After 54 years, my wife and I have become pretty skilled at fighting; we could maybe even take silver in Couples Fighting. Sometimes we settle a fight within minutes; sometimes we are still fighting after an hour or more (now that the kids have grown and left home, we have the luxury of extended fighting time). Occasionally we yell and shout at each other, but usually we just have intense discussion accompanied by a lot of emotion. Sometimes we just sit and wait while we think about what is being said. 

What's the secret to constructive fighting? To start with, don't fight dirty (i.e., no hitting below the belt). Married couples know where to hit to deliver the most pain. Constructive fighting is about solving a problem, not inflicting more pain. Secondly, listen really well to each other. Many times what I said is not what my wife heard, and vice versa. Thirdly, understand that a fight usually means that something needs to change. Be open to change.


----------



## uphillbattle (Aug 17, 2011)

My wife and I are misaligned on so many issues. That isn't a bad thing though, we both love to debate. It is what attracts me to her most. It often turns heated but we can stop half way through like it's nothing and pick it up later. We like all others do fight, because of how we debate we always keep pretty much the same rules when we fight. It defiantly makes things go smoother.
The only thing I would have to add to the OP is, don't ever forget to say you're sorry if you are in the wrong.


----------



## RandomDude (Dec 18, 2010)

married54yrs said:


> Human imperfection makes fighting unavoidable, but knowing how to fight constructively really helps. Sooner or later, disagreement and conflict happen in any almost any human relationship, but especially in a couple’s love relationship. If a couple doesn’t fight at least now and then, I’d have to say that they don’t have much of a relationship.
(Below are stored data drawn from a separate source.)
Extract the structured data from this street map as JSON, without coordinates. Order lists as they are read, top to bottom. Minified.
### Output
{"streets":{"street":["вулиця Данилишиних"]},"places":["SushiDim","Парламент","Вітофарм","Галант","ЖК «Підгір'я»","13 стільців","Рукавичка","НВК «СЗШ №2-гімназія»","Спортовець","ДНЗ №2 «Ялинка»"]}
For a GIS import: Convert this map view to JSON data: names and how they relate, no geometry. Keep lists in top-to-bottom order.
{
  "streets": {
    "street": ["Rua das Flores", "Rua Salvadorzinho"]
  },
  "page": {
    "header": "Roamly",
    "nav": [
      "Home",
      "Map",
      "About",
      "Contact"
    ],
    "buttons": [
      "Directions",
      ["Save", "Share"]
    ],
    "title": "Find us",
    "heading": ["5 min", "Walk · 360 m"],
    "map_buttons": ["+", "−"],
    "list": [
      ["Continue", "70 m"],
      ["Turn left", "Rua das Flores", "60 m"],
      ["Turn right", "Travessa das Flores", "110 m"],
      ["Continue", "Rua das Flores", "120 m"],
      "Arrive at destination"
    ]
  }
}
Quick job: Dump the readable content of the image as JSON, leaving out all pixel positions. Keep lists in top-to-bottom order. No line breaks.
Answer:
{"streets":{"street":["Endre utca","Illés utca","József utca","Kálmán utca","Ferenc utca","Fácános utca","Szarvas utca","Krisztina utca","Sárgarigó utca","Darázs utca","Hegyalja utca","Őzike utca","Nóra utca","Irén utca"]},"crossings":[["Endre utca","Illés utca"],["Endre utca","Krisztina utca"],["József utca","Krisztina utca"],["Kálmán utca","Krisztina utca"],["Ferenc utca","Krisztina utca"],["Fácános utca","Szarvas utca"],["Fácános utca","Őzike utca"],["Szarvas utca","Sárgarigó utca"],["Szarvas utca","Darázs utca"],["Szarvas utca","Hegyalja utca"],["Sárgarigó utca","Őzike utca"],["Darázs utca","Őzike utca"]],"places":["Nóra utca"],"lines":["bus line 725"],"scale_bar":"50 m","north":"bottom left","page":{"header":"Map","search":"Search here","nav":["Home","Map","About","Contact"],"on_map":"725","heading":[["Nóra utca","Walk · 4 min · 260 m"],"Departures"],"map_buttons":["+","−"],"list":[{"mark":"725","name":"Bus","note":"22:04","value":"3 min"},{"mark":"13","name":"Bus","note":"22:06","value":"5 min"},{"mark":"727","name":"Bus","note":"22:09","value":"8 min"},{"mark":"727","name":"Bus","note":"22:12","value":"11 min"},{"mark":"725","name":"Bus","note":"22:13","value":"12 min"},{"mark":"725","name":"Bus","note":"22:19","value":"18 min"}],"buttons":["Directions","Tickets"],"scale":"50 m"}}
Knowing how to fight constructively is good for the marriage, or any love relationship.
> 
> After 54 years, my wife and I have become pretty skilled at fighting; we could maybe even take silver in Couples Fighting. Sometimes we settle a fight within minutes; sometimes we are still fighting after an hour or more (now that the kids have grown and left home, we have the luxury of extended fighting time). Occasionally we yell and shout at each other, but usually we just have intense discussion accompanied by a lot of emotion. Sometimes we just sit and wait while we think about what is being said.
> 
> What's the secret to constructive fighting? To start with, don't fight dirty (i.e., no hitting below the belt). Married couples know where to hit to deliver the most pain. Constructive fighting is about solving a problem, not inflicting more pain. Secondly, listen really well to each other. Many times what I said is not what my wife heard, and vice versa. *Thirdly, understand that a fight usually means that something needs to change. Be open to change.*


Or change would find you.


----------



## Prodigal (Feb 5, 2011)

married54yrs said:


> After 54 years, my wife and I have become pretty skilled at fighting;


I dunno ... I'd think that after 54 years, you wouldn't have that much to fight about. JMO.


----------



## married54yrs (Aug 27, 2021)

Prodigal said:


> I dunno ... I'd think that after 54 years, you wouldn't have that much to fight about. JMO.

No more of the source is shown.